LBC's Petrie Hosken just interviewed me on the subject, contending that surely married people should not be granted any additional beenfits over those who make a similar long-term commitment to each other but instead choose to live together for twenty years. As I pointed out, however, people who cohabit have not made 'a similar long-term commitment to each other.' In fact, as I reminded her colleague Nick Ferrari on Friday, cohabitation is a very unstable form of relationship and, although a very small minority might stick together, the average lasts less than two years (23 months) and less than one in five lasts more than five years. Yes, some marriages sadly end in divorce. However, half of all cohabiting couples who have children will separate by the time the child is five years old, compared with less than one out of fifteen married couples who have children, and just one in fifteen children born to cohabiting parents will still be living with both parents by the time they are 16 years old, compared with three out of four children born to married parents.
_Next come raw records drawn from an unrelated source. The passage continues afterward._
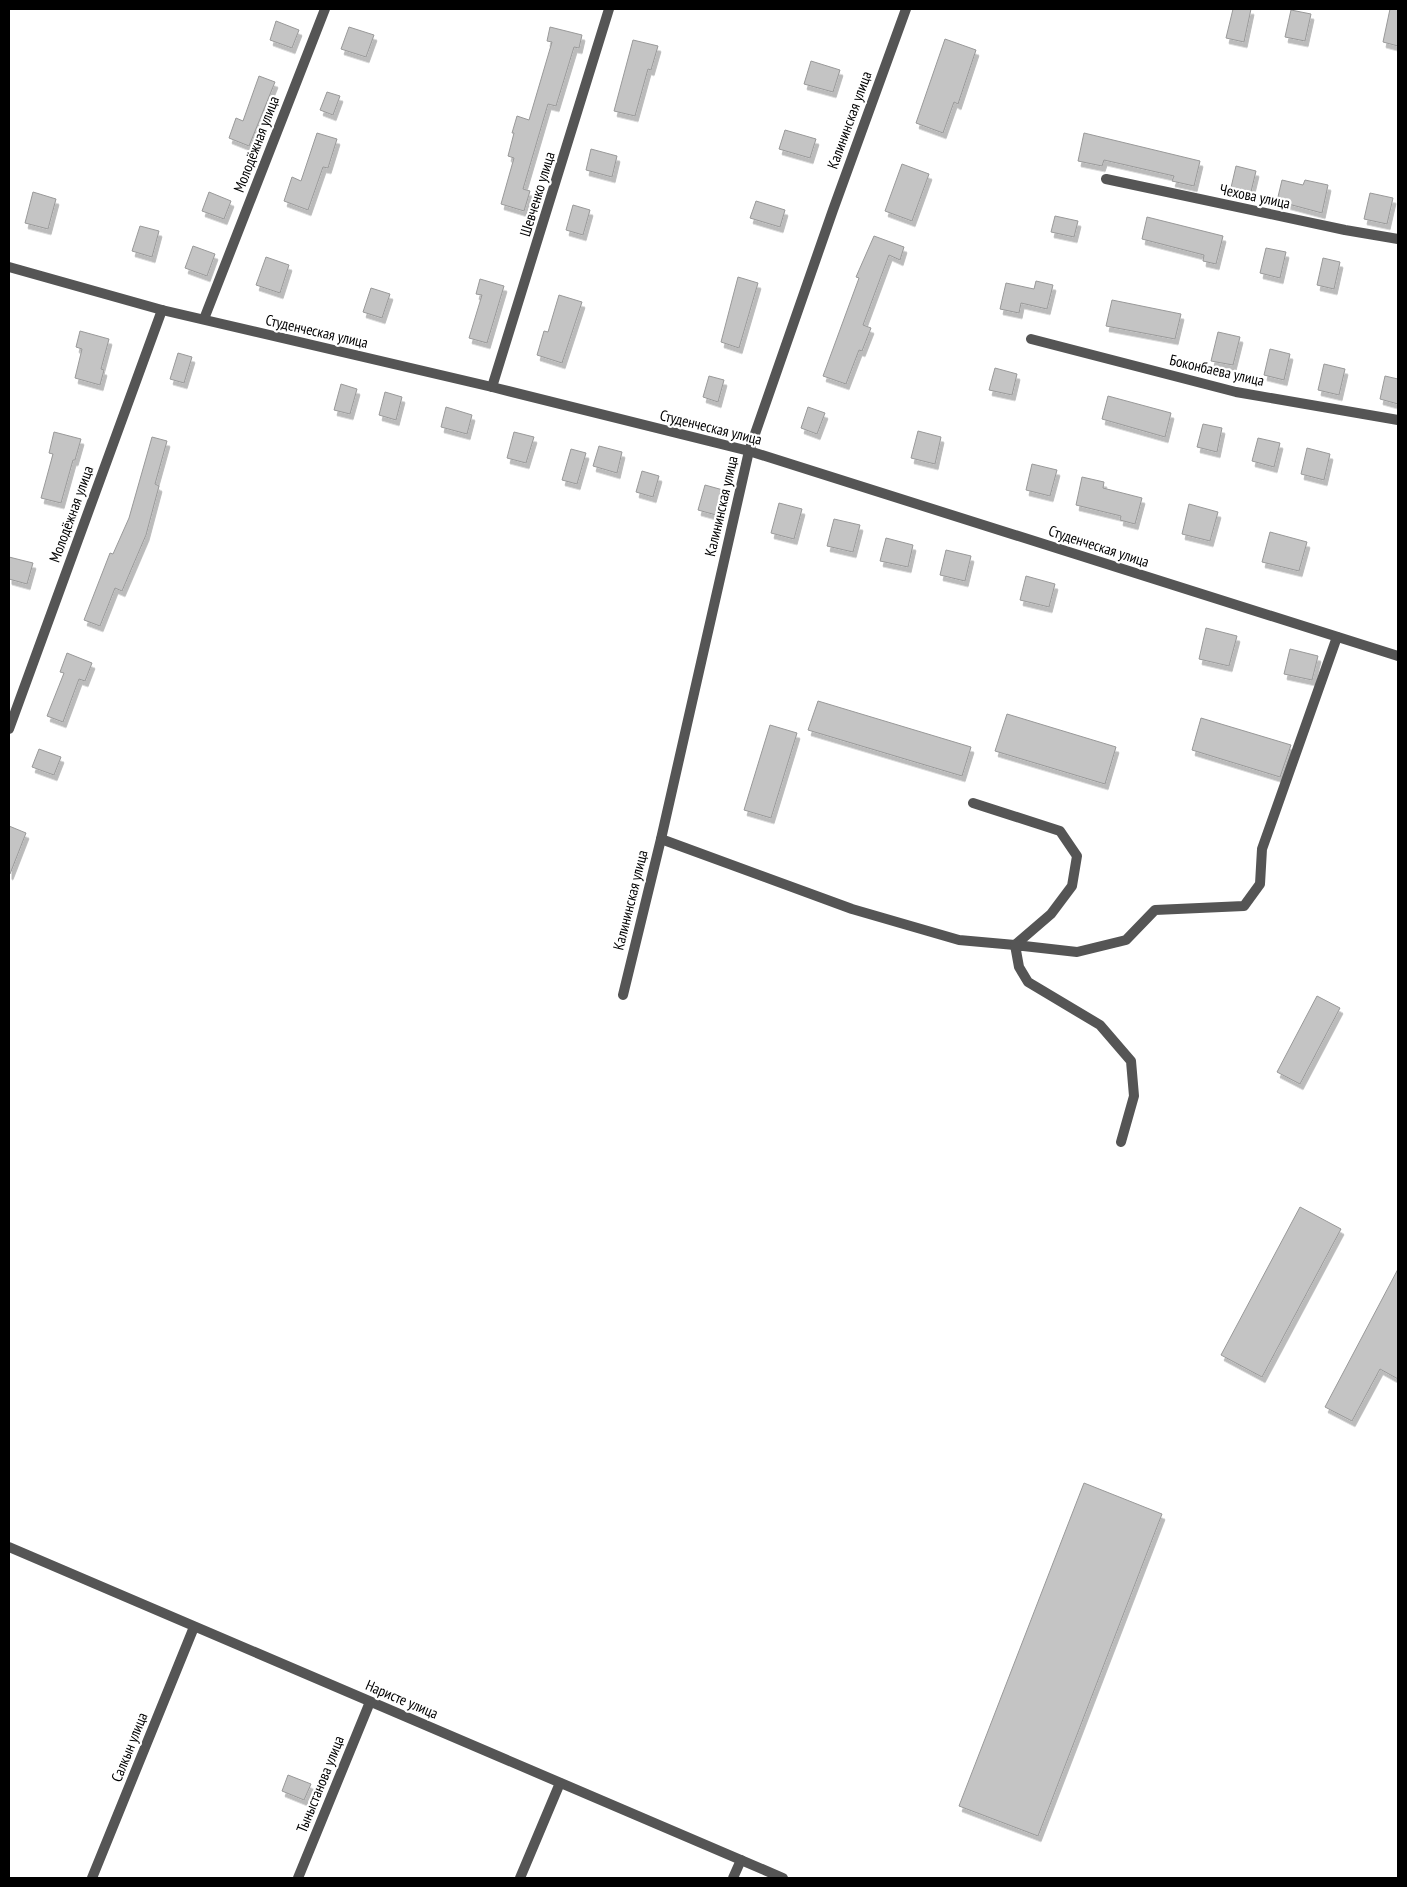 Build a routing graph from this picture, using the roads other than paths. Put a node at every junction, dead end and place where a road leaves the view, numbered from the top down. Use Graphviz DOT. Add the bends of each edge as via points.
graph roads {
  1 [pos="325,9"];
  2 [pos="610,9"];
  3 [pos="906,9"];
  4 [pos="1106,179"];
  5 [pos="1398,239"];
  6 [pos="9,267"];
  7 [pos="162,310"];
  8 [pos="204,319"];
  9 [pos="1031,339"];
  10 [pos="492,387"];
  11 [pos="1398,420"];
  12 [pos="749,451"];
  13 [pos="1337,637"];
  14 [pos="1397,656"];
  15 [pos="9,729"];
  16 [pos="972,803"];
  17 [pos="661,838"];
  18 [pos="1015,945"];
  19 [pos="623,995"];
  20 [pos="1121,1142"];
  21 [pos="9,1548"];
  22 [pos="194,1627"];
  23 [pos="370,1702"];
  24 [pos="560,1783"];
  25 [pos="740,1860"];
  26 [pos="92,1878"];
  27 [pos="298,1878"];
  28 [pos="520,1878"];
  29 [pos="733,1878"];
  30 [pos="783,1878"];
  1 -- 8 [label="street, Молодёжная улица"];
  2 -- 10 [label="street, Шевченко улица"];
  3 -- 12 [label="street, Калининская улица"];
  4 -- 5 [label="street, Чехова улица"];
  6 -- 7 [label="street, Студенческая улица"];
  7 -- 8 [label="street, Студенческая улица"];
  7 -- 15 [label="street, Молодёжная улица"];
  8 -- 10 [label="street, Студенческая улица"];
  9 -- 11 [label="street, Боконбаева улица" via="1236,392"];
  10 -- 12 [label="street, Студенческая улица"];
  12 -- 13 [label="street, Студенческая улица"];
  12 -- 17 [label="street, Калининская улица"];
  13 -- 14 [label="street, Студенческая улица"];
  13 -- 18 [label="street" via="1262,849 1260,884 1244,906 1154,910 1126,940 1077,952"];
  16 -- 18 [label="street" via="1060,831 1077,856 1072,886 1051,914"];
  17 -- 18 [label="street" via="852,909 959,940"];
  17 -- 19 [label="street, Калининская улица"];
  18 -- 20 [label="street" via="1019,967 1028,982 1100,1025 1131,1061 1134,1096"];
  21 -- 22 [label="street, Наристе улица"];
  22 -- 23 [label="street, Наристе улица"];
  22 -- 26 [label="street, Салкын улица"];
  23 -- 24 [label="street, Наристе улица"];
  23 -- 27 [label="street, Тыныстанова улица"];
  24 -- 25 [label="street, Наристе улица"];
  24 -- 28 [label="street"];
  25 -- 29 [label="street"];
  25 -- 30 [label="street, Наристе улица"];
}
The facts are that the majority of young people still say that they aspire to getting married one day and, while it might be wrong for the government 'to get involved in our relationships', it is right for them to create the conditions that promote our individual and collective welfare. When it comes to marriage, the research is increasingly clear: married adults have made greater economic gains over the past four decades than unmarried adults (Fry & Cohn, 2010), and on average, married people live up to five years longer (Kaplan & Kronick, 2006), are happier and healthier (Horwitz, White & Howell-White, 1996), and even enjoy greater sexual satisfaction more often (Christopher & Sprecher, 2000). Married people are far less likely to suffer psychological illness (Lamb, Lee & Demaris, 2003) and marriage remains one of the strongest predictors of happiness (Glenn & Weaver, 1979). The same benefits are not found among cohabiting couples, it is specifically a 'Marriage Effect'.